PF: There are many creative people doing things in Australia. In terms of the music I would tentatively say that in particular Sydney musicians are more instrumentalists, by that I mean musicians who improvise, exploring the sonic possibilities on their instruments. Some good examples that come to mind are Dale Gorfinkel and Robbie Avenaimfs vibraphone duo, Clayton Thomas prepared double bass, Jim Denley and Peter Blamey saxophone and no-input mixing desk duo.
Other great Australian musicians I would mention are Matt Earle, Adam Sussman, Joel Stern, Thembi Sodell, Anthea Caddy, Anthony Pateras, Natasha Anderson, and Amanda Stewart.

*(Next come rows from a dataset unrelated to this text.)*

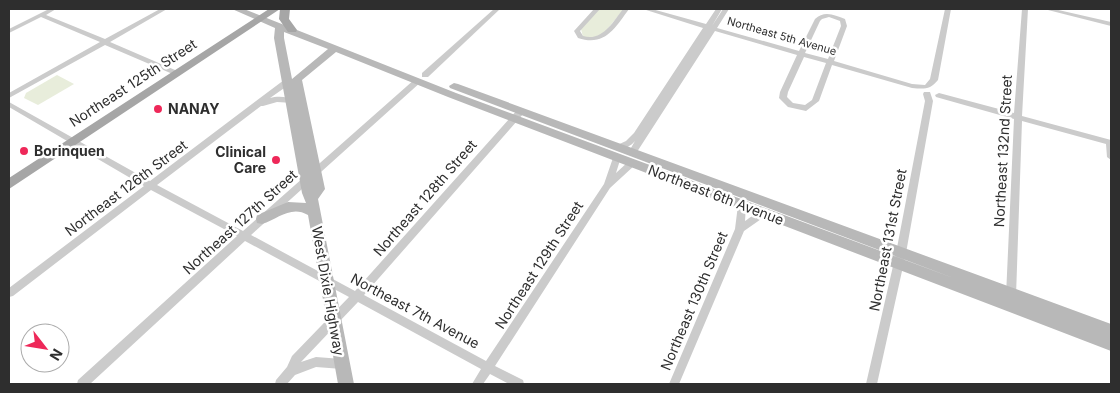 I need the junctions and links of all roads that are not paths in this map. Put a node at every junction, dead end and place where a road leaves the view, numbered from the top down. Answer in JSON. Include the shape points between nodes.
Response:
{"nodes":[{"id":1,"x":53,"y":9,"type":"edge"},
{"id":2,"x":164,"y":9,"type":"edge"},
{"id":3,"x":236,"y":9,"type":"edge"},
{"id":4,"x":275,"y":9,"type":"edge"},
{"id":5,"x":285,"y":9,"type":"edge"},
{"id":6,"x":497,"y":9,"type":"edge"},
{"id":7,"x":597,"y":9,"type":"edge"},
{"id":8,"x":626,"y":9,"type":"edge"},
{"id":9,"x":646,"y":9,"type":"edge"},
{"id":10,"x":720,"y":9,"type":"edge"},
{"id":11,"x":726,"y":9,"type":"edge"},
{"id":12,"x":948,"y":9,"type":"edge"},
{"id":13,"x":1025,"y":9,"type":"edge"},
{"id":14,"x":1047,"y":9,"type":"edge"},
{"id":15,"x":41,"y":15,"type":"junction"},
{"id":16,"x":261,"y":18,"type":"junction"},
{"id":17,"x":1111,"y":24,"type":"edge"},
{"id":18,"x":280,"y":26,"type":"junction"},
{"id":19,"x":711,"y":27,"type":"junction"},
{"id":20,"x":292,"y":30,"type":"junction"},
{"id":21,"x":9,"y":31,"type":"edge"},
{"id":22,"x":103,"y":42,"type":"junction"},
{"id":23,"x":322,"y":42,"type":"junction"},
{"id":24,"x":334,"y":49,"type":"junction"},
{"id":25,"x":802,"y":54,"type":"junction"},
{"id":26,"x":831,"y":62,"type":"junction"},
{"id":27,"x":178,"y":73,"type":"junction"},
{"id":28,"x":421,"y":78,"type":"junction"},
{"id":29,"x":292,"y":80,"type":"junction"},
{"id":30,"x":931,"y":91,"type":"junction"},
{"id":31,"x":9,"y":96,"type":"edge"},
{"id":32,"x":290,"y":101,"type":"junction"},
{"id":33,"x":9,"y":104,"type":"edge"},
{"id":34,"x":260,"y":104,"type":"junction"},
{"id":35,"x":518,"y":115,"type":"junction"},
{"id":36,"x":1018,"y":117,"type":"junction"},
{"id":37,"x":74,"y":142,"type":"junction"},
{"id":38,"x":1110,"y":143,"type":"edge"},
{"id":39,"x":596,"y":150,"type":"junction"},
{"id":40,"x":618,"y":153,"type":"junction"},
{"id":41,"x":1111,"y":157,"type":"edge"},
{"id":42,"x":632,"y":158,"type":"junction"},
{"id":43,"x":660,"y":164,"type":"junction"},
{"id":44,"x":310,"y":176,"type":"junction"},
{"id":45,"x":9,"y":184,"type":"edge"},
{"id":46,"x":152,"y":186,"type":"junction"},
{"id":47,"x":607,"y":186,"type":"junction"},
{"id":48,"x":742,"y":205,"type":"junction"},
{"id":49,"x":314,"y":212,"type":"junction"},
{"id":50,"x":764,"y":213,"type":"junction"},
{"id":51,"x":262,"y":219,"type":"junction"},
{"id":52,"x":740,"y":229,"type":"junction"},
{"id":53,"x":245,"y":236,"type":"junction"},
{"id":54,"x":900,"y":258,"type":"junction"},
{"id":55,"x":325,"y":281,"type":"junction"},
{"id":56,"x":9,"y":293,"type":"edge"},
{"id":57,"x":357,"y":296,"type":"junction"},
{"id":58,"x":1011,"y":296,"type":"junction"},
{"id":59,"x":334,"y":319,"type":"junction"},
{"id":60,"x":1111,"y":331,"type":"edge"},
{"id":61,"x":1111,"y":344,"type":"edge"},
{"id":62,"x":342,"y":364,"type":"junction"},
{"id":63,"x":488,"y":368,"type":"junction"},
{"id":64,"x":291,"y":371,"type":"junction"},
{"id":65,"x":82,"y":384,"type":"edge"},
{"id":66,"x":280,"y":384,"type":"edge"},
{"id":67,"x":346,"y":384,"type":"edge"},
{"id":68,"x":477,"y":384,"type":"edge"},
{"id":69,"x":520,"y":384,"type":"edge"},
{"id":70,"x":674,"y":384,"type":"edge"},
{"id":71,"x":872,"y":384,"type":"edge"}],
"edges":[{"from":1,"to":15,"type":"street"},
{"from":2,"to":22,"type":"street"},
{"from":3,"to":16,"type":"main road","name":"Northeast 6th Avenue"},
{"from":4,"to":16,"type":"main road","name":"Northeast 125th Street"},
{"from":5,"to":20,"type":"main road","via":[[284,19]]},
{"from":6,"to":28,"type":"street","name":"Northeast 127th Street"},
{"from":7,"to":8,"type":"street","via":[[577,31],[580,37],[587,40],[600,38]]},
{"from":9,"to":19,"type":"street","name":"Northeast 5th Avenue"},
{"from":10,"to":19,"type":"street","name":"Northeast 129th Street"},
{"from":11,"to":19,"type":"street","name":"Northeast 129th Street"},
{"from":12,"to":30,"type":"street","name":"Northeast 131st Street"},
{"from":13,"to":36,"type":"street","name":"Northeast 132nd Street"},
{"from":14,"to":17,"type":"street"},
{"from":15,"to":21,"type":"street"},
{"from":15,"to":22,"type":"street"},
{"from":16,"to":18,"type":"main road","name":"Northeast 6th Avenue"},
{"from":16,"to":27,"type":"main road","name":"Northeast 125th Street"},
{"from":18,"to":20,"type":"main road","name":"Northeast 6th Avenue"},
{"from":18,"to":29,"type":"main road","name":"West Dixie Highway","via":[[278,38]]},
{"from":19,"to":25,"type":"street","name":"Northeast 5th Avenue"},
{"from":19,"to":40,"type":"street","name":"Northeast 129th Street","via":[[637,135]]},
{"from":19,"to":42,"type":"street","name":"Northeast 129th Street"},
{"from":20,"to":23,"type":"main road","name":"Northeast 6th Avenue"},
{"from":22,"to":27,"type":"street"},
{"from":22,"to":31,"type":"street"},
{"from":23,"to":24,"type":"main road","name":"Northeast 6th Avenue"},
{"from":23,"to":28,"type":"main road","name":"Northeast 6th Avenue","via":[[337,42]]},
{"from":24,"to":28,"type":"main road","name":"Northeast 6th Avenue"},
{"from":24,"to":29,"type":"main road","name":"Northeast 126th Street"},
{"from":25,"to":26,"type":"street","name":"Northeast 5th Avenue"},
{"from":25,"to":26,"type":"street","via":[[818,18],[834,16],[845,24]]},
{"from":25,"to":26,"type":"street","via":[[783,96],[794,106],[806,108],[814,104]]},
{"from":26,"to":30,"type":"street","name":"Northeast 5th Avenue"},
{"from":27,"to":37,"type":"main road","name":"Northeast 125th Street"},
{"from":28,"to":35,"type":"main road","name":"Northeast 6th Avenue"},
{"from":28,"to":35,"type":"main road","name":"Northeast 6th Avenue","via":[[442,82]]},
{"from":28,"to":44,"type":"street","name":"Northeast 127th Street"},
{"from":29,"to":32,"type":"main road","name":"West Dixie Highway"},
{"from":29,"to":34,"type":"street","name":"Northeast 126th Street"},
{"from":29,"to":44,"type":"main road","name":"West Dixie Highway"},
{"from":30,"to":36,"type":"street","name":"Northeast 5th Avenue"},
{"from":30,"to":54,"type":"street","name":"Northeast 131st Street"},
{"from":32,"to":34,"type":"street","name":"Northeast 126th Street","via":[[276,99]]},
{"from":32,"to":44,"type":"main road","name":"West Dixie Highway"},
{"from":33,"to":37,"type":"street","name":"Northeast 7th Avenue"},
{"from":34,"to":46,"type":"street","name":"Northeast 126th Street"},
{"from":35,"to":39,"type":"main road","name":"Northeast 6th Avenue"},
{"from":35,"to":40,"type":"main road","name":"Northeast 6th Avenue"},
{"from":35,"to":57,"type":"street","name":"Northeast 128th Street"},
{"from":36,"to":38,"type":"street","name":"Northeast 5th Avenue"},
{"from":36,"to":58,"type":"street","name":"Northeast 132nd Street"},
{"from":37,"to":45,"type":"main road","name":"Northeast 125th Street"},
{"from":37,"to":46,"type":"street","name":"Northeast 7th Avenue"},
{"from":38,"to":41,"type":"street"},
{"from":39,"to":40,"type":"main road","name":"Northeast 6th Avenue"},
{"from":39,"to":42,"type":"main road"},
{"from":40,"to":42,"type":"main road","name":"Northeast 6th Avenue"},
{"from":40,"to":43,"type":"main road"},
{"from":40,"to":47,"type":"street","name":"Northeast 129th Street"},
{"from":42,"to":43,"type":"main road","name":"Northeast 6th Avenue"},
{"from":42,"to":47,"type":"street","name":"Northeast 129th Street"},
{"from":42,"to":48,"type":"main road","name":"Northeast 6th Avenue"},
{"from":43,"to":54,"type":"main road","name":"Northeast 6th Avenue"},
{"from":44,"to":49,"type":"main road","name":"West Dixie Highway","via":[[308,193]]},
{"from":44,"to":51,"type":"street","name":"Northeast 127th Street"},
{"from":46,"to":53,"type":"street","name":"Northeast 7th Avenue"},
{"from":46,"to":56,"type":"street","name":"Northeast 126th Street"},
{"from":47,"to":63,"type":"street","name":"Northeast 129th Street"},
{"from":48,"to":50,"type":"main road","name":"Northeast 6th Avenue"},
{"from":48,"to":52,"type":"street","name":"Northeast 130th Street"},
{"from":49,"to":51,"type":"main road","via":[[304,206],[293,206]]},
{"from":49,"to":55,"type":"main road","name":"West Dixie Highway"},
{"from":50,"to":52,"type":"street","name":"Northeast 130th Street"},
{"from":50,"to":54,"type":"main road","name":"Northeast 6th Avenue"},
{"from":51,"to":53,"type":"street","name":"Northeast 127th Street"},
{"from":52,"to":70,"type":"street","name":"Northeast 130th Street"},
{"from":53,"to":55,"type":"street","name":"Northeast 7th Avenue"},
{"from":53,"to":65,"type":"street","name":"Northeast 127th Street"},
{"from":54,"to":58,"type":"main road","name":"Northeast 6th Avenue"},
{"from":54,"to":61,"type":"main road","name":"Northeast 6th Avenue"},
{"from":54,"to":71,"type":"street","name":"Northeast 131st Street"},
{"from":55,"to":57,"type":"street","name":"Northeast 7th Avenue"},
{"from":55,"to":59,"type":"main road","name":"West Dixie Highway"},
{"from":57,"to":59,"type":"street","name":"Northeast 128th Street"},
{"from":57,"to":63,"type":"street","name":"Northeast 7th Avenue"},
{"from":58,"to":60,"type":"main road","name":"Northeast 6th Avenue"},
{"from":59,"to":62,"type":"main road","name":"West Dixie Highway"},
{"from":59,"to":64,"type":"street","name":"Northeast 128th Street","via":[[296,360]]},
{"from":62,"to":64,"type":"street","name":"Northeast 128th Street","via":[[316,362]]},
{"from":62,"to":67,"type":"main road","name":"West Dixie Highway"},
{"from":63,"to":68,"type":"street","name":"Northeast 129th Street"},
{"from":63,"to":69,"type":"street","name":"Northeast 7th Avenue"},
{"from":64,"to":66,"type":"street","name":"Northeast 128th Street"}]}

There is a problem in Australia where there is not a strong continuation of what has gone in the past. For the majority of younger musicians who have come up in the last five years, it feels like we are starting from scratch even though there is a long history of experimental music in Australia. In Sydney I feel the NOW now has given the community a sense of something solid to build on, and this is mostly through the work of Clayton.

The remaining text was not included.